A printout makes a document, and hence discussion around it, more tangible. Sellen and Harper apply several ethnographic and cognitive psychology tools to prove that paper is essential for drawing people into a truly collaborative project. But their overall message is simple: stop fighting and learn to love paper (they make a strong case for the messy desk, too, whose anarchic storage system usually makes perfect sense to its owner, and indeed reflects the way they think about each project). Paper documents should complement your company's efforts to better store and index documents, not be replaced by them.


Towards e-paper

So, we still need paper. But is there a way to make the paper itself smarter?

A couple of years back, IBM flew me to an annual bash called ThinkPad council, in which large customers and IT journos weighed in on prototype designs.

One widget really caught my eye: a leather folio thing that opened to reveal a laptop-style screen and keyboard on one side, and real paper on the other - only with a special pen that not only wrote, with real ink, but also captured your doodlings to hard disk. "Yes! Yes! Make it! Make it!" I cried. I promised to buy one, and raised the strong possibility that all journalists and other mobile paper mashers would do the same.

In late 2001, this device finally made it to market, branded the ThinkPad TransNote. A review unit landed in our Auckland office, and I still thought it was neat - but I didn't buy one. Neither did anybody else, and the TransNote was deleted from the IBM catalogue in February, which must be something of a record. IBM hasn't invited me back.


Digital ink

Other attempts to put the extra "e" in e-paper continue unabated. Those that centre around the paper itself, rather than a smart pen, show the most promise.

For companies like E Ink, the Holy Grail is electronic paper that shares all the tactile benefits of paper made from trees, but is injected with electronic smarts that make it reusable and instantly adaptable. The promise: genuine paper-to-PC collaboration; newspapers that refresh with each day's news; flashing, "ink on the move" billboards; even clothes.
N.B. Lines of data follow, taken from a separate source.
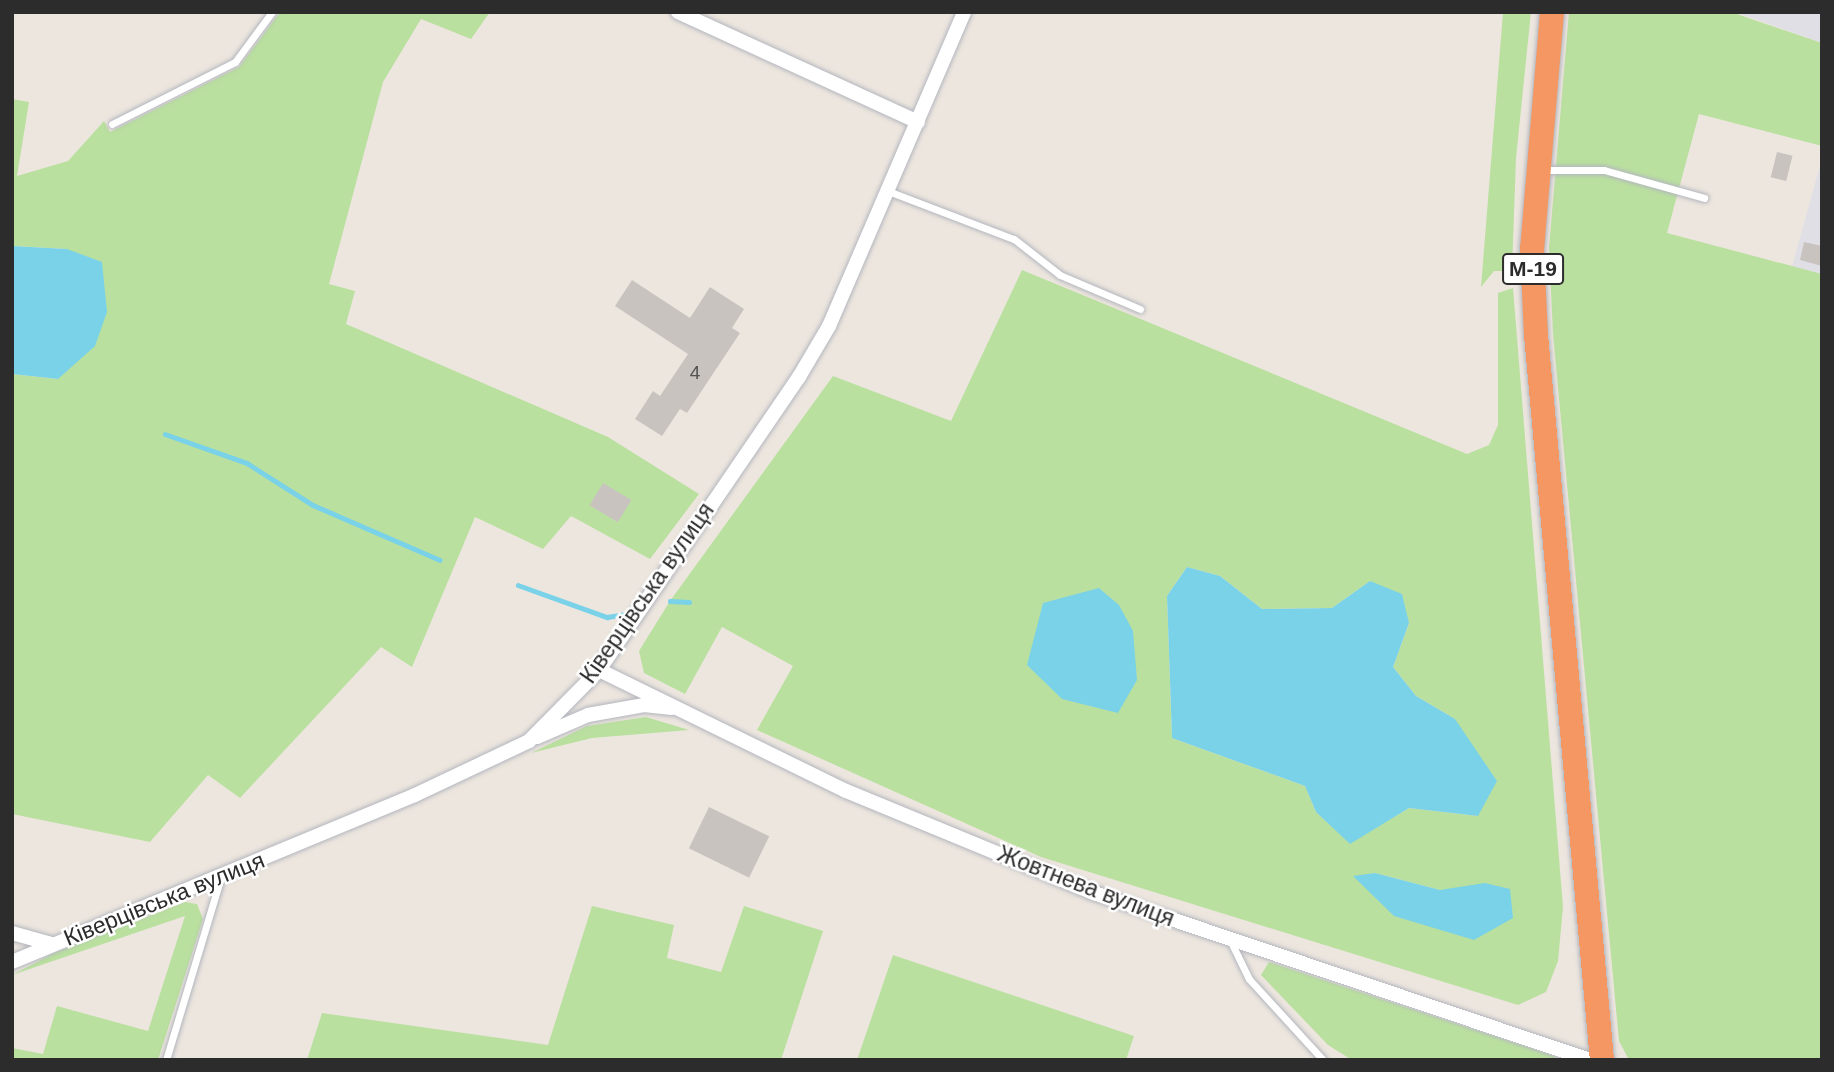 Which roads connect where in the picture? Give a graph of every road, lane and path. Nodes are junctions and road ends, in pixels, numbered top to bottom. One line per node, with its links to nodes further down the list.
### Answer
1 (272, 12): 6 (lane)
2 (678, 12): 5 (street)
3 (964, 12): 5 (street, Ківерцівська вулиця)
4 (1552, 12): 7 (highway, М-19)
5 (918, 122): 8 (street, Ківерцівська вулиця)
6 (112, 124)
7 (1536, 170): 9 (lane); 22 (highway, М-19)
8 (888, 191): 10 (lane); 11 (street, Ківерцівська вулиця)
9 (1704, 198)
10 (1140, 309)
11 (599, 670): 12 (street, Жовтнева вулиця); 13 (street, Ківерцівська вулиця)
12 (684, 709): 13 (street); 16 (street, Жовтнева вулиця)
13 (529, 741): 14 (street, Ківерцівська вулиця)
14 (222, 877): 17 (street, Ківерцівська вулиця); 19 (lane)
15 (12, 933): 17 (street, Ківерцівська вулиця)
16 (1230, 940): 20 (lane); 21 (street, Жовтнева вулиця)
17 (52, 944): 18 (street)
18 (12, 962)
19 (166, 1060)
20 (1323, 1060)
21 (1590, 1060)
22 (1602, 1060)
On a computer screen, text or images are made up of tiny dots called pixels. With E Ink's roll-up e-paper, the pixels' place is taken by thousands of tiny pigment chips, each the width of a human hair (a sheet is 0.8mm thick, and an individual sheet is as small as a postage stamp). The e-paper is dark blue, but selected pigment chips can be turned white with a positive charge to create an image.

Problems remain. Most people want more than two colours, and higher resolution that today's e-paper can provide (E Ink's current products offer an extremely low two to three dots per inch; a PC monitor is 70dpi, a publishable picture 300dpi). E-paper that didn't need two AA batteries would be good, too.

Meanwhile, Xerox says it has chosen 3M to commercialise Gyricon, the e-paper product developed in its famed Palo Alto Research Center (PARC) - although so far there's nothing usable, or cheap enough, to sell through stationery shops. Looks like we'll be scribbling on Post-It notes for a while longer.